March 4, 2010 – During the industry downturn, SVTC Technologies — née Cypress Semiconductor’s Silicon Valley Technology Center, spun off in March 2007 with VC/private equity backing and combined with SEMATECH’s ATDF later that year — did what a lot of companies did: focused on tightening its financials and sales/marketing infrastructure.

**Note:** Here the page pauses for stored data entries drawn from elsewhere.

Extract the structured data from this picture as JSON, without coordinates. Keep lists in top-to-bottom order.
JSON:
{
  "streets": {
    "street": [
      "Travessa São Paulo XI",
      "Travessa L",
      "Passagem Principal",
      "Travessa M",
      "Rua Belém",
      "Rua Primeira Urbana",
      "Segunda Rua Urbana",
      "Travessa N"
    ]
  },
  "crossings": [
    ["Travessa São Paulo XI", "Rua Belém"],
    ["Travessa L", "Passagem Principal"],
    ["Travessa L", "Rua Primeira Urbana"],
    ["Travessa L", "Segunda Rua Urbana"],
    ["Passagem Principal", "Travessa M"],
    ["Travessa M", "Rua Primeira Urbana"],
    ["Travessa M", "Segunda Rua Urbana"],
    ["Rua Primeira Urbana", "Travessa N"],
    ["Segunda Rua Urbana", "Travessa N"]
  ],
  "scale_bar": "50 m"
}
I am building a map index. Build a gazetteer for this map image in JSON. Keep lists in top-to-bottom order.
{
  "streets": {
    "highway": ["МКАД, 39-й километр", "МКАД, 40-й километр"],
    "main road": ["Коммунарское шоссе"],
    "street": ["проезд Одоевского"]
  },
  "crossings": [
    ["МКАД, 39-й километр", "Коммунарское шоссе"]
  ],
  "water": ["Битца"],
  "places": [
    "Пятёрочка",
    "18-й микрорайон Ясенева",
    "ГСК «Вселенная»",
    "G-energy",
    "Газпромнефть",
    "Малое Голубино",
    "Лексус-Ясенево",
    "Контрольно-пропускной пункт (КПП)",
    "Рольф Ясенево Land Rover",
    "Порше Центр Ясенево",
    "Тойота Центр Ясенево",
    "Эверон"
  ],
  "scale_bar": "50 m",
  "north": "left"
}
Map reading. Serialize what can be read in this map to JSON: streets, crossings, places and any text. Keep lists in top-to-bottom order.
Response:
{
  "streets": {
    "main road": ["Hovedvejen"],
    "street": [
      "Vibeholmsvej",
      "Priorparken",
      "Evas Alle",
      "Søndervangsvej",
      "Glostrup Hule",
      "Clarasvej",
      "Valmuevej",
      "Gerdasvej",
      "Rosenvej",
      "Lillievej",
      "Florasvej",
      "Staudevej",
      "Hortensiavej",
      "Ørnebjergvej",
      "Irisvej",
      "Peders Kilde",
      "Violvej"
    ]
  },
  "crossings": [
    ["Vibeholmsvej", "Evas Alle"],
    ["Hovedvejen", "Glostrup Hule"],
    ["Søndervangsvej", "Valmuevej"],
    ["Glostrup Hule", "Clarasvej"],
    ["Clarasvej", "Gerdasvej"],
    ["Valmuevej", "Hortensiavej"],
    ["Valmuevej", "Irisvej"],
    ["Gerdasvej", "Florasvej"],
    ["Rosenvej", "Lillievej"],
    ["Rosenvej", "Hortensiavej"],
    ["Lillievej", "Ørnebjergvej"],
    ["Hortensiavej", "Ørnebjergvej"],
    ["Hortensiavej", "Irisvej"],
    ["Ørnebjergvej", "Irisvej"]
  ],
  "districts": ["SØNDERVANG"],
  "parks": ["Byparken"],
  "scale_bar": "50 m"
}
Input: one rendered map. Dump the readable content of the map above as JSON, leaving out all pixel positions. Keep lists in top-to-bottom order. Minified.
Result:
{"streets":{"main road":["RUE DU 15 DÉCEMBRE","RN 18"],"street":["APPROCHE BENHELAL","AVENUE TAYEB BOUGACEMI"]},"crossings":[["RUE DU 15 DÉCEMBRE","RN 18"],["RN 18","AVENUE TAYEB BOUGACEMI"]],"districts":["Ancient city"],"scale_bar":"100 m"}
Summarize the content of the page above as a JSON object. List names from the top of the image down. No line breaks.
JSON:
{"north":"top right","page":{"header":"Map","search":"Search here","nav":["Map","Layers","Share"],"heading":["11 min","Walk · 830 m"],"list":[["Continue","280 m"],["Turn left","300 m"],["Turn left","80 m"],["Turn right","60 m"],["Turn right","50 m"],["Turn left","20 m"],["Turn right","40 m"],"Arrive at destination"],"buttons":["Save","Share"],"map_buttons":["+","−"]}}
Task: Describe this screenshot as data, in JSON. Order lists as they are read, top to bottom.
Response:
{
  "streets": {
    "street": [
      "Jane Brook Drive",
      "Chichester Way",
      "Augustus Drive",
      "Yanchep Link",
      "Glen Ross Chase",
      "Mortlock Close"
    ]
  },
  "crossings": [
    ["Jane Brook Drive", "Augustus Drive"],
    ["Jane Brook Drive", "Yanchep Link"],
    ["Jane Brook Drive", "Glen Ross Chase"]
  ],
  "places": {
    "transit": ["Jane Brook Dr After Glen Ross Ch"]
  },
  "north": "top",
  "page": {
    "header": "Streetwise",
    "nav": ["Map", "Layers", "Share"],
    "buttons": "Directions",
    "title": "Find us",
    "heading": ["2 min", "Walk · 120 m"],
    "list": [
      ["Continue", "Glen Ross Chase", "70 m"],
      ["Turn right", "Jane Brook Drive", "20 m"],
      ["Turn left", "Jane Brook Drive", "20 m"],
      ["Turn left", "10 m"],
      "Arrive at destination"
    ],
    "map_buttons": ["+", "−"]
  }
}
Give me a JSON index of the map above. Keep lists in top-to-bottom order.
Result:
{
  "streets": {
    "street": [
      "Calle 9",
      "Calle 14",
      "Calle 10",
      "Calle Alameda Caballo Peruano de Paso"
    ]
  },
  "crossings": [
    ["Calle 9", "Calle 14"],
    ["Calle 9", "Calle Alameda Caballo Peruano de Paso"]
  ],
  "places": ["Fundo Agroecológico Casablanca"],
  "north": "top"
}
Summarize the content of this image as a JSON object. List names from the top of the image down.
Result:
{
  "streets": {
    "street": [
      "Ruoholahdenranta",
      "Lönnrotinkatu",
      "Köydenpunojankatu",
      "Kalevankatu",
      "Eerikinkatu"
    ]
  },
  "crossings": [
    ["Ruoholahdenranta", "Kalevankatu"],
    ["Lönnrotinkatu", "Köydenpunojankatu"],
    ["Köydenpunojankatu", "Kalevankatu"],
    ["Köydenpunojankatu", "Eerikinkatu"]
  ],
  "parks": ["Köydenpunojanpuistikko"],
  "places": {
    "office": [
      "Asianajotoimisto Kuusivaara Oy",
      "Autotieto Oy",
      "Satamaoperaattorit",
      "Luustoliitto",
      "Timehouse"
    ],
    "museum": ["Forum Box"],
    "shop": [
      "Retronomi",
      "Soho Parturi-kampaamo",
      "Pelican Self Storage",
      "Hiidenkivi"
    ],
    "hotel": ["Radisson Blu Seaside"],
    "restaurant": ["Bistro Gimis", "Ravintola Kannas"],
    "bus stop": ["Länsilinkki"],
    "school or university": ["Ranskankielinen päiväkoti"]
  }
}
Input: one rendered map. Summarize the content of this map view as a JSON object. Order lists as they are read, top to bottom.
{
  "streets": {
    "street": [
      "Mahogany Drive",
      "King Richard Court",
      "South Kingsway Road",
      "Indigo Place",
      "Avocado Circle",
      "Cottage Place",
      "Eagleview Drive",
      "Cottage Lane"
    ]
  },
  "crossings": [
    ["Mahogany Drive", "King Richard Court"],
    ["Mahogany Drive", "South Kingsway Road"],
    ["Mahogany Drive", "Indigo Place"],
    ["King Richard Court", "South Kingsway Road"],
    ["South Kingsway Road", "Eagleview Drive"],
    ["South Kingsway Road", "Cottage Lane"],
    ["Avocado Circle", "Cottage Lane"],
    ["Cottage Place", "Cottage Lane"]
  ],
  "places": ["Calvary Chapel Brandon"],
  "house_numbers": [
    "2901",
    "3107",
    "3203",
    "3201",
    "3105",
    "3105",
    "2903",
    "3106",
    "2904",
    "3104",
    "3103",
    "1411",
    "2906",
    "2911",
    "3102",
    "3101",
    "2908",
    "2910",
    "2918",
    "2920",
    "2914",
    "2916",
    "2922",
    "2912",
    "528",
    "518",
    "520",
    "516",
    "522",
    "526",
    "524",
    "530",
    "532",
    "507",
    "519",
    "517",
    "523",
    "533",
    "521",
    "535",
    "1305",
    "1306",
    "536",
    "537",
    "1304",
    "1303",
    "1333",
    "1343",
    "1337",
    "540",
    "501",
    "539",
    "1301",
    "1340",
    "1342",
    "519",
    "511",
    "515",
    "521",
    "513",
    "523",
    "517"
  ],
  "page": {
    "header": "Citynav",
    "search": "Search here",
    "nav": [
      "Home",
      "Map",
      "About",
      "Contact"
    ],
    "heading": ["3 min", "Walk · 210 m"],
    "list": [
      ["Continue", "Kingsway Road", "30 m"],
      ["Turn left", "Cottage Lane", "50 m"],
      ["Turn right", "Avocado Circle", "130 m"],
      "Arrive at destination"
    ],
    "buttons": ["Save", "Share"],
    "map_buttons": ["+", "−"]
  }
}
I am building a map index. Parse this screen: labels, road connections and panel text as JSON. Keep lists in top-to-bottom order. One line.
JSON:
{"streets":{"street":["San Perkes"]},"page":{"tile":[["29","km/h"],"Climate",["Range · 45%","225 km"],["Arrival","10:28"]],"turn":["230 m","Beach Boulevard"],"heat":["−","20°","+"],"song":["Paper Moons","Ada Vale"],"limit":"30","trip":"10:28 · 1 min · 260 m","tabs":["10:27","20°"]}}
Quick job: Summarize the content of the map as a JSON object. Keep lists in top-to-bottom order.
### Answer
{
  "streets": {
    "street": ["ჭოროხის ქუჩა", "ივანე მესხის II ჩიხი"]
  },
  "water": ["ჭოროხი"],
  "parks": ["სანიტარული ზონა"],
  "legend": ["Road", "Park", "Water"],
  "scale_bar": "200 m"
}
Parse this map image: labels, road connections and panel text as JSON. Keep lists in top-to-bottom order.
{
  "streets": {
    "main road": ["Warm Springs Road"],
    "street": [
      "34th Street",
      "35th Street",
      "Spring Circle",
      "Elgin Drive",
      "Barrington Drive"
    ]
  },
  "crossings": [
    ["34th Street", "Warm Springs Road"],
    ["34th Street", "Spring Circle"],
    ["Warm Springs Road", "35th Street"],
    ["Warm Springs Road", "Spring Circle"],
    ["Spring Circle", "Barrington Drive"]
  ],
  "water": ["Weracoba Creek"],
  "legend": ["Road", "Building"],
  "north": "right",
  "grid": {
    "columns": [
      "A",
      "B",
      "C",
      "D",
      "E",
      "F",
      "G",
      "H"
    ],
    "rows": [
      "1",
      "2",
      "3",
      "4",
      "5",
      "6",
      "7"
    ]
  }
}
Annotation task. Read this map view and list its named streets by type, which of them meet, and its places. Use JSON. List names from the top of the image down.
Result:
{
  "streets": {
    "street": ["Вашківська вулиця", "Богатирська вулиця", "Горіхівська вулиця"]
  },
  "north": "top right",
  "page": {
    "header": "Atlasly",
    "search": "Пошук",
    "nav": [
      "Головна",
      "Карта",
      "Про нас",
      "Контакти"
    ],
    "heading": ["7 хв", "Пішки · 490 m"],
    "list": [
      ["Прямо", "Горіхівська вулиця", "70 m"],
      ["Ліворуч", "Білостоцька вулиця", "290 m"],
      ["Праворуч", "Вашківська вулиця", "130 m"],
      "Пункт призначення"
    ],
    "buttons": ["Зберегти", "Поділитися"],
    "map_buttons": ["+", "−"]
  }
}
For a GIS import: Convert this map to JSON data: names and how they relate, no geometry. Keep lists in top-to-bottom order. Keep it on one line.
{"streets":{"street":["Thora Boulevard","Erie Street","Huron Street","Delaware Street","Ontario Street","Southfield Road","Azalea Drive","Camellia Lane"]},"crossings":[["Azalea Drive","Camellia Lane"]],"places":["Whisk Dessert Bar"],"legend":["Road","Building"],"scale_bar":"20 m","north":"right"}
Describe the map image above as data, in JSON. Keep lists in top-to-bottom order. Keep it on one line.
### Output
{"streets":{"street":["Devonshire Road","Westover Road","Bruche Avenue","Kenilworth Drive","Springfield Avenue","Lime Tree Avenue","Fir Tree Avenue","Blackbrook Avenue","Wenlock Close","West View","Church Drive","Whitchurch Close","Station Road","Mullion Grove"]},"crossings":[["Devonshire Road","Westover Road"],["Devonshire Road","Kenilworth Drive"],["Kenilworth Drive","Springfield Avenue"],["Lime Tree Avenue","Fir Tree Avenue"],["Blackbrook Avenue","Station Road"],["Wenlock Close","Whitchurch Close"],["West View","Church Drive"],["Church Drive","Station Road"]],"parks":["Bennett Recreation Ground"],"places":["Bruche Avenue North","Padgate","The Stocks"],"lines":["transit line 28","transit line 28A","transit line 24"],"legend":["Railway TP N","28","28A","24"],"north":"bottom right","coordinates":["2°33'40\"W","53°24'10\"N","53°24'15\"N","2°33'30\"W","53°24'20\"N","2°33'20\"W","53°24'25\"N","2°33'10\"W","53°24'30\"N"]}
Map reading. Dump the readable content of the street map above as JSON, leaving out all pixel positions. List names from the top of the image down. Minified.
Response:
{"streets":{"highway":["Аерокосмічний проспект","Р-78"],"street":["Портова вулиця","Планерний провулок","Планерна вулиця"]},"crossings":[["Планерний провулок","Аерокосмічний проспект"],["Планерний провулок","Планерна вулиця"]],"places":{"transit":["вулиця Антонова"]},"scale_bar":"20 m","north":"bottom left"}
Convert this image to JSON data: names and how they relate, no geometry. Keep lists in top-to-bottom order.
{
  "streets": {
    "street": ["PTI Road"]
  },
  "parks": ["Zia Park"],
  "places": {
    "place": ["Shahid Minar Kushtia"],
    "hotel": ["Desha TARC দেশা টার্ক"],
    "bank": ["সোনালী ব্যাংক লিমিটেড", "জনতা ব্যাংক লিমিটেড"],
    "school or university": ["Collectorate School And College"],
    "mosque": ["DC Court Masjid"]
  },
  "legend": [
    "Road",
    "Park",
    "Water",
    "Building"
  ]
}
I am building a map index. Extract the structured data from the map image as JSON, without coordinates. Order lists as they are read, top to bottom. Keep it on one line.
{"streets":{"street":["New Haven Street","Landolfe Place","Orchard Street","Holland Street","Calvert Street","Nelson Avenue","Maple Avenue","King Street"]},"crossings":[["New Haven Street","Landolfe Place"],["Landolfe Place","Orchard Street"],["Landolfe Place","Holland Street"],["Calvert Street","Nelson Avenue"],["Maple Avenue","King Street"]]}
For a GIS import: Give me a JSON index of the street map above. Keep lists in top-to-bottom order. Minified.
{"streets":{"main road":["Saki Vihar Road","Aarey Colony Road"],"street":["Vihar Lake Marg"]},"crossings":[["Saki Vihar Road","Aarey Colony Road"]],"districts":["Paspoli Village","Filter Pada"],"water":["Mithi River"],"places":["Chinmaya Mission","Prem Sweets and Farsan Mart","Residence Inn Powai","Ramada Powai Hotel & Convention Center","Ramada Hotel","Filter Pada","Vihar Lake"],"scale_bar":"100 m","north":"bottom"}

But in the background a transition was being crafted, which once the recession lifted would help the company step forward into "a phase of much more focused and improved attention to customers, markets, technologies," according to Bert Bruggeman, newly appointed CEO, in an interview with Small Times.Click to Enlarge

Bruggeman, whose career path has winded from IMEC to Cypress Semiconductor, then a MEMS startup, and eventually SVTC Technologies, defines three key aspects within this new stage of growth:

Market-driven. Traditionally, the company’s facilities pedigree is for more classic CMOS-based technologies, but SVTC has strived to expand this, mainly leveraging MEMS (e.g. deep-silicon etch) — and now the company wants to more broadly leverage in MEMS, he says. The company also plans to widen the reach within its walls for more derivative technology migrations: e.g., device science to biosciences, "to go after in a more structures, organized way."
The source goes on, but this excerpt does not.